Rare disease strengthens woman’s resolve

Rare disease strengthens woman’s resolve
Jennifer Trednick’s diagnosis was confirmed by Dr. Joseph Jankovic, one of the nation’s top specialists in the treatment of Stiff Person Syndrome, at Baylor Medical Center in Houston, Texas.

Condition turns her focus to advocacy

Granada resident Jennifer Trednick became a member of the rare disease community almost four years ago when she was diagnosed with Stiff Person Syndrome (SPS), an “orphan” illness affecting less than one person per million.

Friend and mentor Debbie Richardson, left, has lived with Stiff Person Syndrome for 25 years.

Friend and mentor Debbie Richardson, left, has lived with Stiff Person Syndrome for 25 years.

Trednick’s neurological issues began at age 40 in 2009. Her symptoms included an intermittent tremor, numbness, stiffening of the muscles, and an exaggerated startle reflex in response to unexpected stimuli. After cycling through countless neurologists over what seemed to be an endless journey, Trednick was thankful to be diagnosed locally within 18 months.

Due to the rarity of SPS, Jennifer and her husband Mark traveled to Houston, Texas, to be evaluated by Dr. Joseph Jankovic at Baylor College of Medicine. Jankovic is considered one of the nation’s leading neurologists in the treatment of Stiff Person Syndrome and confirmed Trednick’s diagnosis.

Stiff Person Syndrome affects the central nervous system and progresses with severe muscle rigidity in the spine and lower extremities, explained Trednick. Chronic pain often leading to impaired mobility, muscle spasms, and an exaggerated posture are common with SPS because few muscles are spared. Individuals living with SPS often have other auto-immune disorders. Trednick has also been living with Type 1 Diabetes (T1D) for 33 years.

“I’m thankful for my former pharmaceutical training and career with Pfizer as a neurology and psychiatry specialty representative, which I believe led to the early diagnosis. The average time to diagnose SPS is seven to 12 years,” said Trednick. “Despite physicians’ dismissive and conflicting viewpoints, I knew that something was wrong with me as the neurological symptoms, specifically pain and stiffness, continued to worsen. I refused to give up and continued to press for answers at each appointment.”

Advocate for others

The mother of two teenagers and owner of an interior decorating business, Joujou Inc., Trednick speaks openly about life with SPS and is involved in Global Genes, an organization that advocates for rare diseases and promotes awareness for earlier diagnoses.

Jennifer Medley has also been affected by a rare disease, when her son Jake lost his battle with Batten Disease one year ago this month.

Jennifer Medley has also been affected by a rare disease, when her son Jake lost his battle with Batten Disease one year ago this month.
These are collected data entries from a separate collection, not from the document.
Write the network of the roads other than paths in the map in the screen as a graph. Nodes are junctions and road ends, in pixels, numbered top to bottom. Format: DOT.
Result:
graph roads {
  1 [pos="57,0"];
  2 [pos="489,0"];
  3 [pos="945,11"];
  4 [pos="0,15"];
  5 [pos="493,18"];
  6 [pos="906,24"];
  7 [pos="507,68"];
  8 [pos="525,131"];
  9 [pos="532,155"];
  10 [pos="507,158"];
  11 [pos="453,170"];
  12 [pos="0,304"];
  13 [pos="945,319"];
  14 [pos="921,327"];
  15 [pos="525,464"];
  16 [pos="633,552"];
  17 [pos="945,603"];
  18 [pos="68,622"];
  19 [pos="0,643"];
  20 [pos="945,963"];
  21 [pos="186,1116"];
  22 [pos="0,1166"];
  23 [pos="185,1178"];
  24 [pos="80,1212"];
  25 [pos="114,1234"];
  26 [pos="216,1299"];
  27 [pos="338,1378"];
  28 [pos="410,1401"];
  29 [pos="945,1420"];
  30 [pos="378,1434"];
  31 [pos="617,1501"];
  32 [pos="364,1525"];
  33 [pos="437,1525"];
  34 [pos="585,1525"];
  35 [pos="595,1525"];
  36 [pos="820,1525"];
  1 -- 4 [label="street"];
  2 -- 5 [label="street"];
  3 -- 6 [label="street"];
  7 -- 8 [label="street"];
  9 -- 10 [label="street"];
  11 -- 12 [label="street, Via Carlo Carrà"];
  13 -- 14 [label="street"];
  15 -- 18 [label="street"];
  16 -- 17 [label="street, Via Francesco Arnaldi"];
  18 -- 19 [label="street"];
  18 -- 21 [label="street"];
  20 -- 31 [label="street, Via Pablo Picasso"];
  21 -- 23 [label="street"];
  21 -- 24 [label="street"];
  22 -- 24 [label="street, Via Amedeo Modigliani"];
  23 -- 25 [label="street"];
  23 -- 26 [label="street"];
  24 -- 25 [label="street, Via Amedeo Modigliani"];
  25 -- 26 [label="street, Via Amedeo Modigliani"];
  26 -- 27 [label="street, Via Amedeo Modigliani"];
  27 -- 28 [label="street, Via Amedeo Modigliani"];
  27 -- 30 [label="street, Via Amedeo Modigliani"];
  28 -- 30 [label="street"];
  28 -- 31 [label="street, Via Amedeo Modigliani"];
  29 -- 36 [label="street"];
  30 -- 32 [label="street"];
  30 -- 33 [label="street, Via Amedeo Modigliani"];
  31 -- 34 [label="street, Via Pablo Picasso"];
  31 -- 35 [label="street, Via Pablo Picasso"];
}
Every February 28th is World Rare Disease Day (WRDD), leading in to March, which is recognized as Rare Disease Month. Trednick hosted a gathering of 65 people in her home on WRDD, where a proclamation by Mayor Alvin Brown recognizing World Rare Disease Day in Jacksonville was hand-delivered to the celebration.

“Although I live with a rare disease that affects less than 350 people in the United States, I am not alone because Global Genes is one of the leading rare disease patient advocacy organizations in the world. This non-profit organization promotes the needs of the rare disease community under a unifying symbol of hope – the Blue Denim Genes Ribbon™.”

Despite living with both SPS and T1D, Trednick remains hopeful and lives an active life filled with family, faith, friends and her design business. She also volunteers and is a Board Member of the North Florida Chapter of JDRF, the Juvenile Diabetes Research Foundation.
“I appear healthy, so one may not guess that I have SPS, take 25 pills per day and undergo IVIG [intravenous immunoglobulin] treatments for two consecutive days every three weeks,” said Trednick.

“Illnesses do not define me as a person, but give me an inner strength and voice to bring awareness in hopes to help others who are facing unanswered medical issues get diagnosed sooner,” she continued. “I am blessed and forever thankful to Debbie Richardson, my friend and mentor, who I can call any time day or night when unknown SPS issues arise.”